I’ve only really dabbled in French pop, but Cléa Vincent instantly reminded me of one of my favorites: Isabelle Antena, who back in the 80s combined electronic dream pop and Brazilian bossa nova, which was best showcased on her album Camino Del Sol. Like Antena, Vincent makes songs that are elegant and refined (it might just be that she’s French and I’m a boorish American), but her focus is more on the dancefloor, with a sound somewhere between Antena’s and the mutant disco stylings of Lizzy Mercier Descloux.
Vincent funnels those older styles through a modern pop sensibility, using a lot of colorful sounds and instruments to craft catchy hooks. Her music is instantly very warm and inviting, but is also tinged with a bit of melancholy.

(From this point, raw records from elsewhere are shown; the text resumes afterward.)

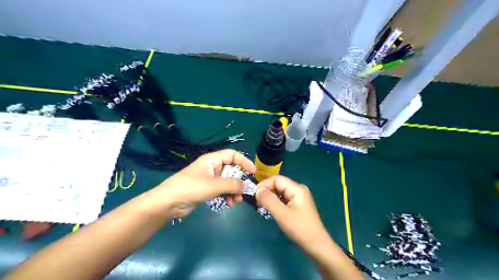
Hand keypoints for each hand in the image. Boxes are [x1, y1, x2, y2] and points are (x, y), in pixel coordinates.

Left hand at [142, 150, 255, 219]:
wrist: (168, 203)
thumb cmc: (191, 188)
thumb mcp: (213, 185)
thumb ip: (232, 184)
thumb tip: (246, 186)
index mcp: (212, 160)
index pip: (232, 155)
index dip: (244, 161)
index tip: (253, 172)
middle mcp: (211, 167)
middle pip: (231, 170)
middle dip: (239, 181)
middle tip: (244, 191)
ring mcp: (209, 179)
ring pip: (227, 181)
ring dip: (233, 190)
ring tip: (236, 201)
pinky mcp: (206, 189)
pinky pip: (221, 190)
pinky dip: (226, 196)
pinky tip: (229, 204)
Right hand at [257, 176, 330, 254]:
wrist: (317, 245)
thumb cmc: (300, 228)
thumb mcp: (282, 214)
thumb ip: (269, 200)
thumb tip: (257, 190)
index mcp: (297, 188)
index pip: (277, 179)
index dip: (265, 184)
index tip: (254, 195)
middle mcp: (298, 190)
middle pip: (279, 184)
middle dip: (267, 191)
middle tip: (257, 201)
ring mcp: (299, 197)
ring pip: (280, 192)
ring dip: (270, 197)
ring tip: (261, 205)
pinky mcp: (298, 205)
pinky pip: (283, 199)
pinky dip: (276, 202)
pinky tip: (270, 209)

It’s that “I’m sad, let’s dance” style of pop, like on “Château Perdu,” which starts as a downbeat piano ballad before turning into a joyous saxophone-driven dance floor freakout.
This is another album where I don’t understand any of the words, but they feel even less necessary here, since pop music almost never relies on its lyrics to be enjoyable. (There’s also some practical application: lyrics distract me when I’m working, so this album soundtracked a lot of my writing.) Instead, it’s easy to bask in Vincent’s sunny productions and her charm as a singer, which made Retiens Mon Désir one of the year’s most satisfying pop diversions.